What is required | Repeat the listing exactly, minus the pictures.

Material provided |
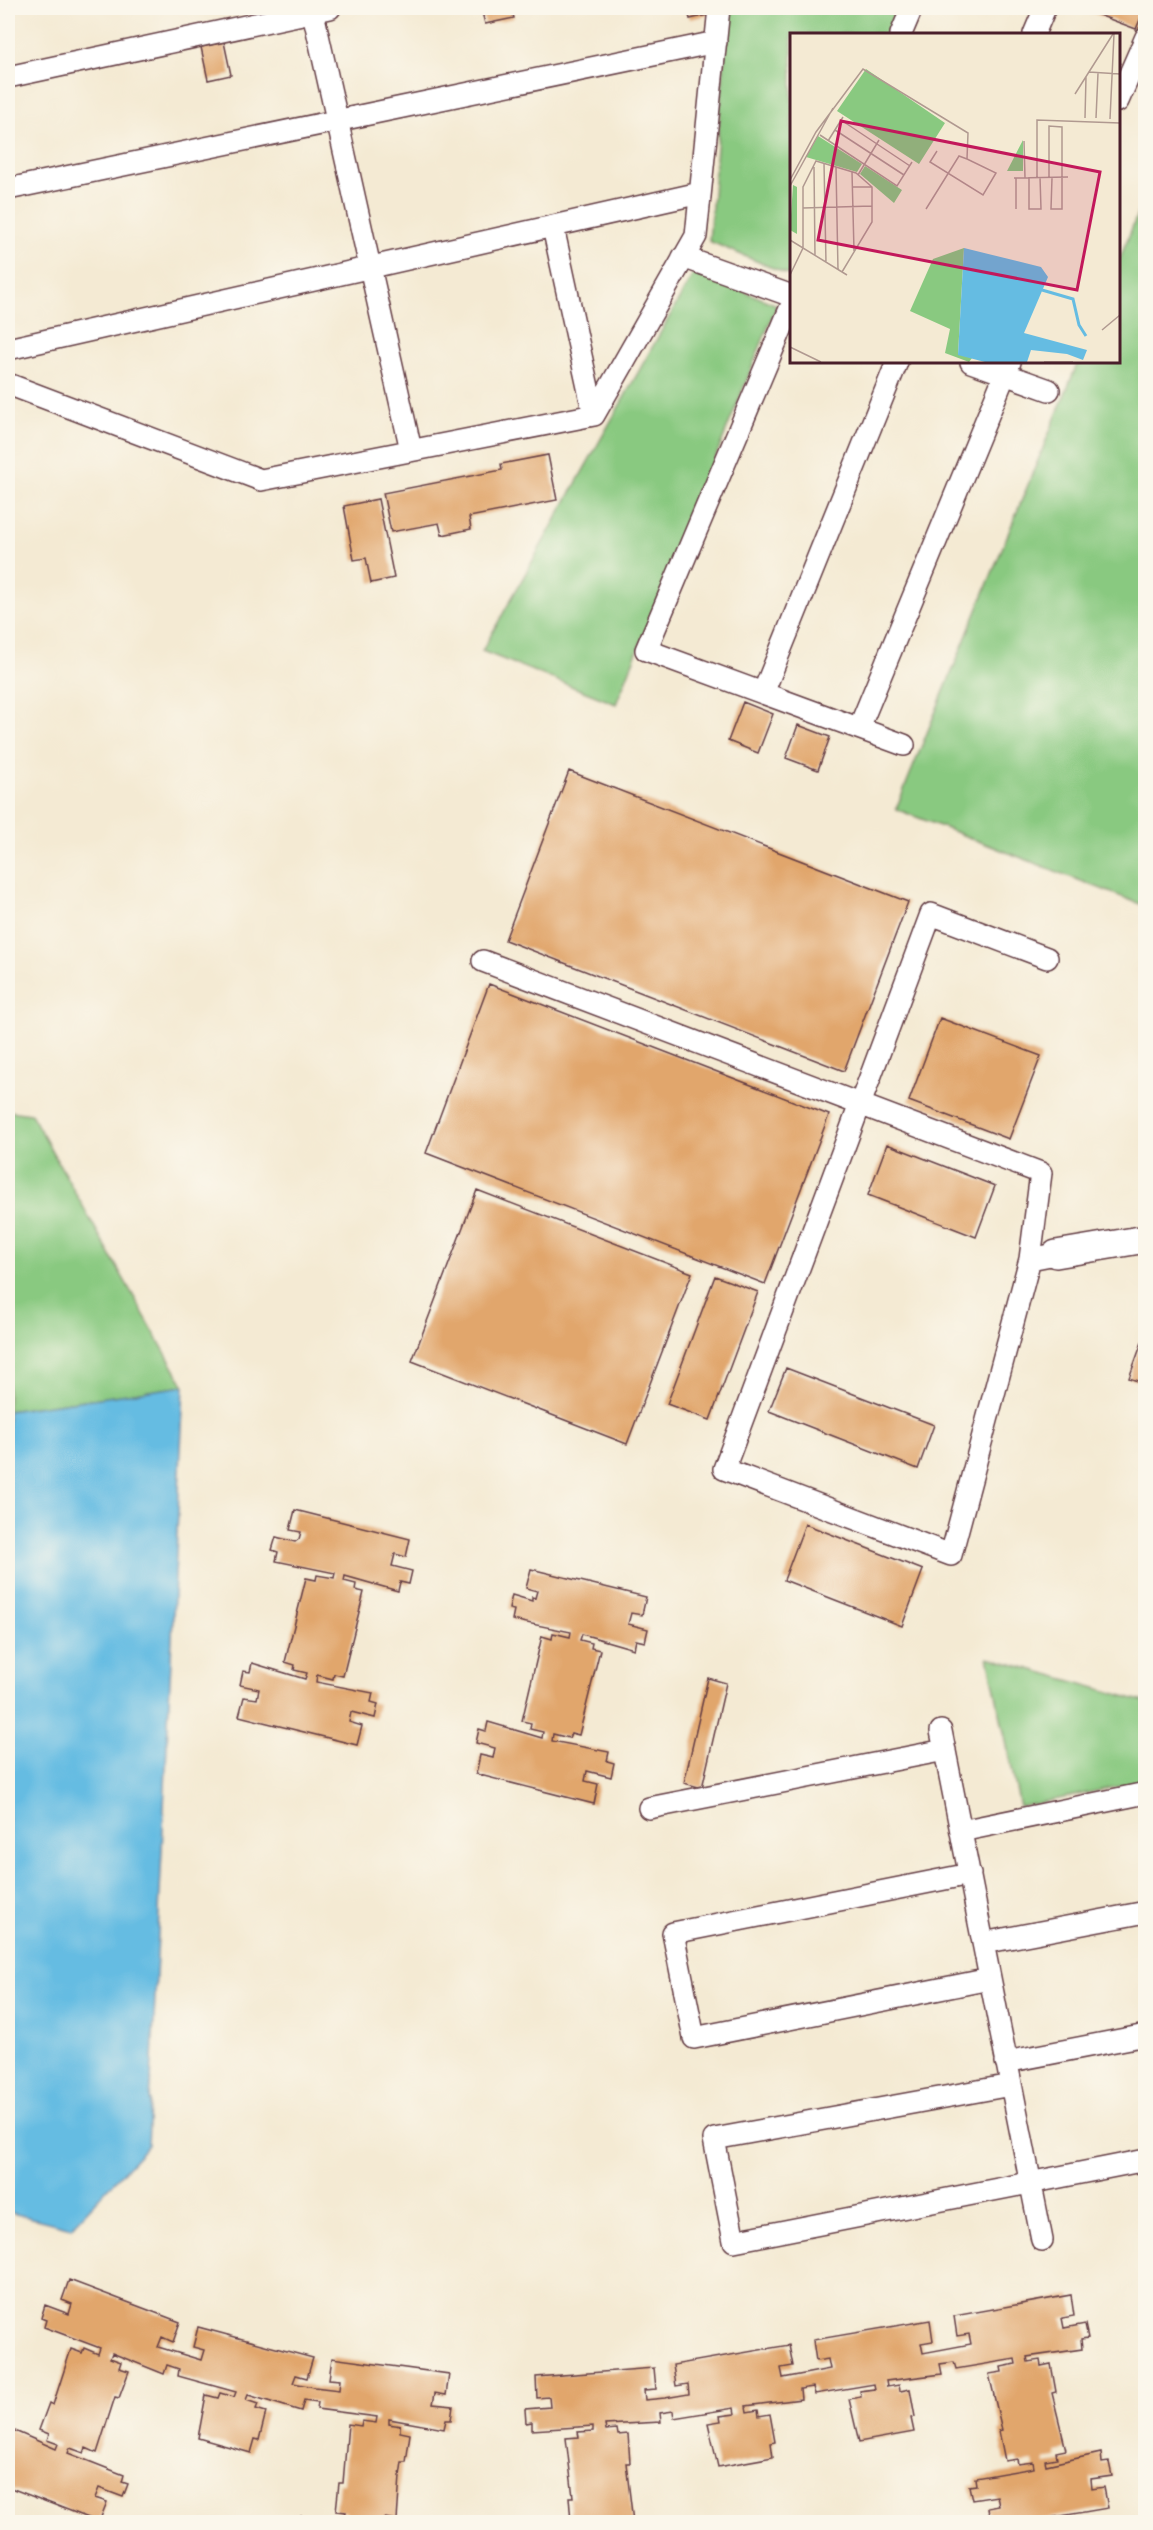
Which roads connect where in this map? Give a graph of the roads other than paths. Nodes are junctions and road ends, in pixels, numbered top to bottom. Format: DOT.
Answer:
graph roads {
  1 [pos="719,8"];
  2 [pos="912,8"];
  3 [pos="1045,8"];
  4 [pos="318,9"];
  5 [pos="901,33"];
  6 [pos="1034,33"];
  7 [pos="1146,37"];
  8 [pos="716,42"];
  9 [pos="8,76"];
  10 [pos="1120,99"];
  11 [pos="337,123"];
  12 [pos="8,189"];
  13 [pos="700,194"];
  14 [pos="553,226"];
  15 [pos="683,257"];
  16 [pos="369,268"];
  17 [pos="790,295"];
  18 [pos="790,309"];
  19 [pos="8,350"];
  20 [pos="897,363"];
  21 [pos="977,363"];
  22 [pos="1007,368"];
  23 [pos="8,384"];
  24 [pos="1049,390"];
  25 [pos="594,415"];
  26 [pos="411,450"];
  27 [pos="763,693"];
  28 [pos="859,728"];
  29 [pos="904,745"];
  30 [pos="1047,958"];
  31 [pos="483,961"];
  32 [pos="860,1104"];
  33 [pos="1146,1239"];
  34 [pos="1056,1254"];
  35 [pos="1030,1259"];
  36 [pos="1146,1793"];
  37 [pos="649,1808"];
  38 [pos="961,1831"];
  39 [pos="970,1874"];
  40 [pos="1146,1912"];
  41 [pos="983,1944"];
  42 [pos="990,1979"];
  43 [pos="1146,2034"];
  44 [pos="1006,2062"];
  45 [pos="1011,2085"];
  46 [pos="1146,2160"];
  47 [pos="1030,2182"];
  48 [pos="1042,2240"];
  1 -- 8 [label="street"];
  2 -- 5 [label="street"];
  3 -- 6 [label="street"];
  4 -- 9 [label="street"];
  4 -- 11 [label="street"];
  7 -- 10 [label="street"];
  8 -- 11 [label="street"];
  8 -- 13 [label="street"];
  11 -- 12 [label="street"];
  11 -- 16 [label="street"];
  13 -- 14 [label="street"];
  13 -- 15 [label="street"];
  14 -- 16 [label="street"];
  14 -- 25 [label="street"];
  15 -- 17 [label="street"];
  15 -- 25 [label="street"];
  16 -- 19 [label="street"];
  16 -- 26 [label="street"];
  18 -- 27 [label="street"];
  20 -- 27 [label="street"];
  21 -- 22 [label="street"];
  22 -- 24 [label="street"];
  22 -- 28 [label="street"];
  23 -- 26 [label="street"];
  25 -- 26 [label="street"];
  27 -- 28 [label="street"];
  28 -- 29 [label="street"];
  30 -- 32 [label="street"];
  31 -- 32 [label="street"];
  32 -- 35 [label="street"];
  32 -- 35 [label="street"];
  33 -- 34 [label="street"];
  34 -- 35 [label="street"];
  36 -- 38 [label="street"];
  37 -- 38 [label="street"];
  38 -- 39 [label="street"];
  39 -- 41 [label="street"];
  39 -- 42 [label="street"];
  40 -- 41 [label="street"];
  41 -- 42 [label="street"];
  42 -- 44 [label="street"];
  43 -- 44 [label="street"];
  44 -- 45 [label="street"];
  45 -- 47 [label="street"];
  45 -- 47 [label="street"];
  46 -- 47 [label="street"];
  47 -- 48 [label="street"];
}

Output for this task |
Which roads connect where in this map? Give a graph of the roads other than paths. Nodes are junctions and road ends, in pixels, numbered top to bottom. Format: DOT.
Answer:
graph roads {
  1 [pos="719,8"];
  2 [pos="912,8"];
  3 [pos="1045,8"];
  4 [pos="318,9"];
  5 [pos="901,33"];
  6 [pos="1034,33"];
  7 [pos="1146,37"];
  8 [pos="716,42"];
  9 [pos="8,76"];
  10 [pos="1120,99"];
  11 [pos="337,123"];
  12 [pos="8,189"];
  13 [pos="700,194"];
  14 [pos="553,226"];
  15 [pos="683,257"];
  16 [pos="369,268"];
  17 [pos="790,295"];
  18 [pos="790,309"];
  19 [pos="8,350"];
  20 [pos="897,363"];
  21 [pos="977,363"];
  22 [pos="1007,368"];
  23 [pos="8,384"];
  24 [pos="1049,390"];
  25 [pos="594,415"];
  26 [pos="411,450"];
  27 [pos="763,693"];
  28 [pos="859,728"];
  29 [pos="904,745"];
  30 [pos="1047,958"];
  31 [pos="483,961"];
  32 [pos="860,1104"];
  33 [pos="1146,1239"];
  34 [pos="1056,1254"];
  35 [pos="1030,1259"];
  36 [pos="1146,1793"];
  37 [pos="649,1808"];
  38 [pos="961,1831"];
  39 [pos="970,1874"];
  40 [pos="1146,1912"];
  41 [pos="983,1944"];
  42 [pos="990,1979"];
  43 [pos="1146,2034"];
  44 [pos="1006,2062"];
  45 [pos="1011,2085"];
  46 [pos="1146,2160"];
  47 [pos="1030,2182"];
  48 [pos="1042,2240"];
  1 -- 8 [label="street"];
  2 -- 5 [label="street"];
  3 -- 6 [label="street"];
  4 -- 9 [label="street"];
  4 -- 11 [label="street"];
  7 -- 10 [label="street"];
  8 -- 11 [label="street"];
  8 -- 13 [label="street"];
  11 -- 12 [label="street"];
  11 -- 16 [label="street"];
  13 -- 14 [label="street"];
  13 -- 15 [label="street"];
  14 -- 16 [label="street"];
  14 -- 25 [label="street"];
  15 -- 17 [label="street"];
  15 -- 25 [label="street"];
  16 -- 19 [label="street"];
  16 -- 26 [label="street"];
  18 -- 27 [label="street"];
  20 -- 27 [label="street"];
  21 -- 22 [label="street"];
  22 -- 24 [label="street"];
  22 -- 28 [label="street"];
  23 -- 26 [label="street"];
  25 -- 26 [label="street"];
  27 -- 28 [label="street"];
  28 -- 29 [label="street"];
  30 -- 32 [label="street"];
  31 -- 32 [label="street"];
  32 -- 35 [label="street"];
  32 -- 35 [label="street"];
  33 -- 34 [label="street"];
  34 -- 35 [label="street"];
  36 -- 38 [label="street"];
  37 -- 38 [label="street"];
  38 -- 39 [label="street"];
  39 -- 41 [label="street"];
  39 -- 42 [label="street"];
  40 -- 41 [label="street"];
  41 -- 42 [label="street"];
  42 -- 44 [label="street"];
  43 -- 44 [label="street"];
  44 -- 45 [label="street"];
  45 -- 47 [label="street"];
  45 -- 47 [label="street"];
  46 -- 47 [label="street"];
  47 -- 48 [label="street"];
}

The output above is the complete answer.